- [Task directions]: The reply should hold every record, copied exactly.

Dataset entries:
-- Opening Marker --

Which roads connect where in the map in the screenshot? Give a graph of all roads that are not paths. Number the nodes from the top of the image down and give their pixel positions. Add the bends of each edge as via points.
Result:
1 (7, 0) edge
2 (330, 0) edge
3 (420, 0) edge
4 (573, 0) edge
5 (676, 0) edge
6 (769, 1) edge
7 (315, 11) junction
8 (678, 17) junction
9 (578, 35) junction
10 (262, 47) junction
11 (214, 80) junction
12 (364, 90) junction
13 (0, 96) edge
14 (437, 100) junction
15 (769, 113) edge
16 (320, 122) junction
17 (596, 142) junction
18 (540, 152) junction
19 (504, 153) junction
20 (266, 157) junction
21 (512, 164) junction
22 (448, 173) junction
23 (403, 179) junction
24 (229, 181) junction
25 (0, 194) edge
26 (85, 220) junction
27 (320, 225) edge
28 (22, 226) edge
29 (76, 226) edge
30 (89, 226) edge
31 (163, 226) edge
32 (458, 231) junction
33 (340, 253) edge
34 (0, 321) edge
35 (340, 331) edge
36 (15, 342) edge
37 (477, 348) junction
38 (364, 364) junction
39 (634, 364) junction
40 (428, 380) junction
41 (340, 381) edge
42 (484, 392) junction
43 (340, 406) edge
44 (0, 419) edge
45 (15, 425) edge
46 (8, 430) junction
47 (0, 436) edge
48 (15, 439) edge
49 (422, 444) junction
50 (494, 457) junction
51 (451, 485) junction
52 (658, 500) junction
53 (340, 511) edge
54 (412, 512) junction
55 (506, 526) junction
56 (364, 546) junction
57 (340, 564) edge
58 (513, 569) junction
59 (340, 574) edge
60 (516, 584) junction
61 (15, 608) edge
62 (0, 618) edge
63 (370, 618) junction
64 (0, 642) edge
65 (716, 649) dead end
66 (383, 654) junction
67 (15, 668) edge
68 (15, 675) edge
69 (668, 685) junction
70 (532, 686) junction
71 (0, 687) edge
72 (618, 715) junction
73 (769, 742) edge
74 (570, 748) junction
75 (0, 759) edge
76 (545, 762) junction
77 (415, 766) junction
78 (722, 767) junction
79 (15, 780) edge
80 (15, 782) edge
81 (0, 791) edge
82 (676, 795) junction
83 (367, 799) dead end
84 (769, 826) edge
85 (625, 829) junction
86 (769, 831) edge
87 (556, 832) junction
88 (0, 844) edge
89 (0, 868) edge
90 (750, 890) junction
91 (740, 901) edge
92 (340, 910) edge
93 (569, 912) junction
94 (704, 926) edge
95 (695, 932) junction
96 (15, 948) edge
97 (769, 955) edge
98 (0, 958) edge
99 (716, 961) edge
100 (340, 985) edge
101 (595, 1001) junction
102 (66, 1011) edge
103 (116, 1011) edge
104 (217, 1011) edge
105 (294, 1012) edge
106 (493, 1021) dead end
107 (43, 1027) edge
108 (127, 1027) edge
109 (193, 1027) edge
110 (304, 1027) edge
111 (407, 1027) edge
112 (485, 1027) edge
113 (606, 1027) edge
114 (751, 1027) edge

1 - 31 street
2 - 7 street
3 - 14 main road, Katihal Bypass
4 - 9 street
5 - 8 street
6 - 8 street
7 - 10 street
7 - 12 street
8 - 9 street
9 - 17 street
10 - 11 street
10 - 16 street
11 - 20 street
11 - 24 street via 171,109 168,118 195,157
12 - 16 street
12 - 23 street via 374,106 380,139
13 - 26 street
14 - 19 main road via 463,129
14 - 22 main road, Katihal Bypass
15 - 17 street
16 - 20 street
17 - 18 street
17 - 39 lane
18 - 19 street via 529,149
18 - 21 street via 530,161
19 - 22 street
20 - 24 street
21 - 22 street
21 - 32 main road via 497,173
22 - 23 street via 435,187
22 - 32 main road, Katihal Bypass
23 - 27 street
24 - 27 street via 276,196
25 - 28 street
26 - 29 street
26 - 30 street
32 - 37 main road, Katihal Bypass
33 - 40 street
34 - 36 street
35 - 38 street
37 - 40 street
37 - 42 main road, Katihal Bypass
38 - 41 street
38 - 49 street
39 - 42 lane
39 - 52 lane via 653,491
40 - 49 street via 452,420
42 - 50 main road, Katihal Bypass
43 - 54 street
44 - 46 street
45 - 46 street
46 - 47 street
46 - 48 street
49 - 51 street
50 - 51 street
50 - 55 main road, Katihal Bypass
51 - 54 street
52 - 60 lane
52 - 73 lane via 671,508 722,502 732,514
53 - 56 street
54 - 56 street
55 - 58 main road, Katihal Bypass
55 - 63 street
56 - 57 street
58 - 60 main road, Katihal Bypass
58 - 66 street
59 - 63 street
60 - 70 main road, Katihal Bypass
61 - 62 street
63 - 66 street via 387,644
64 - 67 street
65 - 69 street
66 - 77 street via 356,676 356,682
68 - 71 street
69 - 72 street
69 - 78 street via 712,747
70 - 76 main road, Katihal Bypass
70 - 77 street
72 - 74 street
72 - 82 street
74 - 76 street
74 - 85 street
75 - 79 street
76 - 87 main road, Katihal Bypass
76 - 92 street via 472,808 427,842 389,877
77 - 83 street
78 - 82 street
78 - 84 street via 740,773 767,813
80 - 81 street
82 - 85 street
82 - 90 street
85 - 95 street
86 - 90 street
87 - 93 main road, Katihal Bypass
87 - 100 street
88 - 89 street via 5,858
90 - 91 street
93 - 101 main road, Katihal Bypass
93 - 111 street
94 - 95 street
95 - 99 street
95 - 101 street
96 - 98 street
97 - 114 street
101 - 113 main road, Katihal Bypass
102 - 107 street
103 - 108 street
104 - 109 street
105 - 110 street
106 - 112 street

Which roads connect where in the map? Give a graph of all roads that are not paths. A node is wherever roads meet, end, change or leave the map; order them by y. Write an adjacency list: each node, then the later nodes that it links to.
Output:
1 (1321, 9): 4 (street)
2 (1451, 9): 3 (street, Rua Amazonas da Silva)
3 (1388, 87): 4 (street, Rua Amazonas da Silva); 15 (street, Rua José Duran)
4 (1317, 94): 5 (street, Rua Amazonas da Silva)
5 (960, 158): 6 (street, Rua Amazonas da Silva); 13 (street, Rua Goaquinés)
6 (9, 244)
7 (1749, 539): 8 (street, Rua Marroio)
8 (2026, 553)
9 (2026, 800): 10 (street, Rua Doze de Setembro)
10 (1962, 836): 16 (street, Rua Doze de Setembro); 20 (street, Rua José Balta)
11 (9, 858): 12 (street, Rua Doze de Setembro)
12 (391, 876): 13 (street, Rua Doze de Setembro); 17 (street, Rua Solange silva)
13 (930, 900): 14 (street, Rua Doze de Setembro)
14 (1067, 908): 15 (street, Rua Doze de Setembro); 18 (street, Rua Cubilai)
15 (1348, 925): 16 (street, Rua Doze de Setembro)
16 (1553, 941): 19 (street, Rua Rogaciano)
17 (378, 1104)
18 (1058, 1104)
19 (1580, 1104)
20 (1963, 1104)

-- Closing Marker --

- [Answer space]:
Which roads connect where in the map in the screenshot? Give a graph of all roads that are not paths. Number the nodes from the top of the image down and give their pixel positions. Add the bends of each edge as via points.
Result:
1 (7, 0) edge
2 (330, 0) edge
3 (420, 0) edge
4 (573, 0) edge
5 (676, 0) edge
6 (769, 1) edge
7 (315, 11) junction
8 (678, 17) junction
9 (578, 35) junction
10 (262, 47) junction
11 (214, 80) junction
12 (364, 90) junction
13 (0, 96) edge
14 (437, 100) junction
15 (769, 113) edge
16 (320, 122) junction
17 (596, 142) junction
18 (540, 152) junction
19 (504, 153) junction
20 (266, 157) junction
21 (512, 164) junction
22 (448, 173) junction
23 (403, 179) junction
24 (229, 181) junction
25 (0, 194) edge
26 (85, 220) junction
27 (320, 225) edge
28 (22, 226) edge
29 (76, 226) edge
30 (89, 226) edge
31 (163, 226) edge
32 (458, 231) junction
33 (340, 253) edge
34 (0, 321) edge
35 (340, 331) edge
36 (15, 342) edge
37 (477, 348) junction
38 (364, 364) junction
39 (634, 364) junction
40 (428, 380) junction
41 (340, 381) edge
42 (484, 392) junction
43 (340, 406) edge
44 (0, 419) edge
45 (15, 425) edge
46 (8, 430) junction
47 (0, 436) edge
48 (15, 439) edge
49 (422, 444) junction
50 (494, 457) junction
51 (451, 485) junction
52 (658, 500) junction
53 (340, 511) edge
54 (412, 512) junction
55 (506, 526) junction
56 (364, 546) junction
57 (340, 564) edge
58 (513, 569) junction
59 (340, 574) edge
60 (516, 584) junction
61 (15, 608) edge
62 (0, 618) edge
63 (370, 618) junction
64 (0, 642) edge
65 (716, 649) dead end
66 (383, 654) junction
67 (15, 668) edge
68 (15, 675) edge
69 (668, 685) junction
70 (532, 686) junction
71 (0, 687) edge
72 (618, 715) junction
73 (769, 742) edge
74 (570, 748) junction
75 (0, 759) edge
76 (545, 762) junction
77 (415, 766) junction
78 (722, 767) junction
79 (15, 780) edge
80 (15, 782) edge
81 (0, 791) edge
82 (676, 795) junction
83 (367, 799) dead end
84 (769, 826) edge
85 (625, 829) junction
86 (769, 831) edge
87 (556, 832) junction
88 (0, 844) edge
89 (0, 868) edge
90 (750, 890) junction
91 (740, 901) edge
92 (340, 910) edge
93 (569, 912) junction
94 (704, 926) edge
95 (695, 932) junction
96 (15, 948) edge
97 (769, 955) edge
98 (0, 958) edge
99 (716, 961) edge
100 (340, 985) edge
101 (595, 1001) junction
102 (66, 1011) edge
103 (116, 1011) edge
104 (217, 1011) edge
105 (294, 1012) edge
106 (493, 1021) dead end
107 (43, 1027) edge
108 (127, 1027) edge
109 (193, 1027) edge
110 (304, 1027) edge
111 (407, 1027) edge
112 (485, 1027) edge
113 (606, 1027) edge
114 (751, 1027) edge

1 - 31 street
2 - 7 street
3 - 14 main road, Katihal Bypass
4 - 9 street
5 - 8 street
6 - 8 street
7 - 10 street
7 - 12 street
8 - 9 street
9 - 17 street
10 - 11 street
10 - 16 street
11 - 20 street
11 - 24 street via 171,109 168,118 195,157
12 - 16 street
12 - 23 street via 374,106 380,139
13 - 26 street
14 - 19 main road via 463,129
14 - 22 main road, Katihal Bypass
15 - 17 street
16 - 20 street
17 - 18 street
17 - 39 lane
18 - 19 street via 529,149
18 - 21 street via 530,161
19 - 22 street
20 - 24 street
21 - 22 street
21 - 32 main road via 497,173
22 - 23 street via 435,187
22 - 32 main road, Katihal Bypass
23 - 27 street
24 - 27 street via 276,196
25 - 28 street
26 - 29 street
26 - 30 street
32 - 37 main road, Katihal Bypass
33 - 40 street
34 - 36 street
35 - 38 street
37 - 40 street
37 - 42 main road, Katihal Bypass
38 - 41 street
38 - 49 street
39 - 42 lane
39 - 52 lane via 653,491
40 - 49 street via 452,420
42 - 50 main road, Katihal Bypass
43 - 54 street
44 - 46 street
45 - 46 street
46 - 47 street
46 - 48 street
49 - 51 street
50 - 51 street
50 - 55 main road, Katihal Bypass
51 - 54 street
52 - 60 lane
52 - 73 lane via 671,508 722,502 732,514
53 - 56 street
54 - 56 street
55 - 58 main road, Katihal Bypass
55 - 63 street
56 - 57 street
58 - 60 main road, Katihal Bypass
58 - 66 street
59 - 63 street
60 - 70 main road, Katihal Bypass
61 - 62 street
63 - 66 street via 387,644
64 - 67 street
65 - 69 street
66 - 77 street via 356,676 356,682
68 - 71 street
69 - 72 street
69 - 78 street via 712,747
70 - 76 main road, Katihal Bypass
70 - 77 street
72 - 74 street
72 - 82 street
74 - 76 street
74 - 85 street
75 - 79 street
76 - 87 main road, Katihal Bypass
76 - 92 street via 472,808 427,842 389,877
77 - 83 street
78 - 82 street
78 - 84 street via 740,773 767,813
80 - 81 street
82 - 85 street
82 - 90 street
85 - 95 street
86 - 90 street
87 - 93 main road, Katihal Bypass
87 - 100 street
88 - 89 street via 5,858
90 - 91 street
93 - 101 main road, Katihal Bypass
93 - 111 street
94 - 95 street
95 - 99 street
95 - 101 street
96 - 98 street
97 - 114 street
101 - 113 main road, Katihal Bypass
102 - 107 street
103 - 108 street
104 - 109 street
105 - 110 street
106 - 112 street

Which roads connect where in the map? Give a graph of all roads that are not paths. A node is wherever roads meet, end, change or leave the map; order them by y. Write an adjacency list: each node, then the later nodes that it links to.
Output:
1 (1321, 9): 4 (street)
2 (1451, 9): 3 (street, Rua Amazonas da Silva)
3 (1388, 87): 4 (street, Rua Amazonas da Silva); 15 (street, Rua José Duran)
4 (1317, 94): 5 (street, Rua Amazonas da Silva)
5 (960, 158): 6 (street, Rua Amazonas da Silva); 13 (street, Rua Goaquinés)
6 (9, 244)
7 (1749, 539): 8 (street, Rua Marroio)
8 (2026, 553)
9 (2026, 800): 10 (street, Rua Doze de Setembro)
10 (1962, 836): 16 (street, Rua Doze de Setembro); 20 (street, Rua José Balta)
11 (9, 858): 12 (street, Rua Doze de Setembro)
12 (391, 876): 13 (street, Rua Doze de Setembro); 17 (street, Rua Solange silva)
13 (930, 900): 14 (street, Rua Doze de Setembro)
14 (1067, 908): 15 (street, Rua Doze de Setembro); 18 (street, Rua Cubilai)
15 (1348, 925): 16 (street, Rua Doze de Setembro)
16 (1553, 941): 19 (street, Rua Rogaciano)
17 (378, 1104)
18 (1058, 1104)
19 (1580, 1104)
20 (1963, 1104)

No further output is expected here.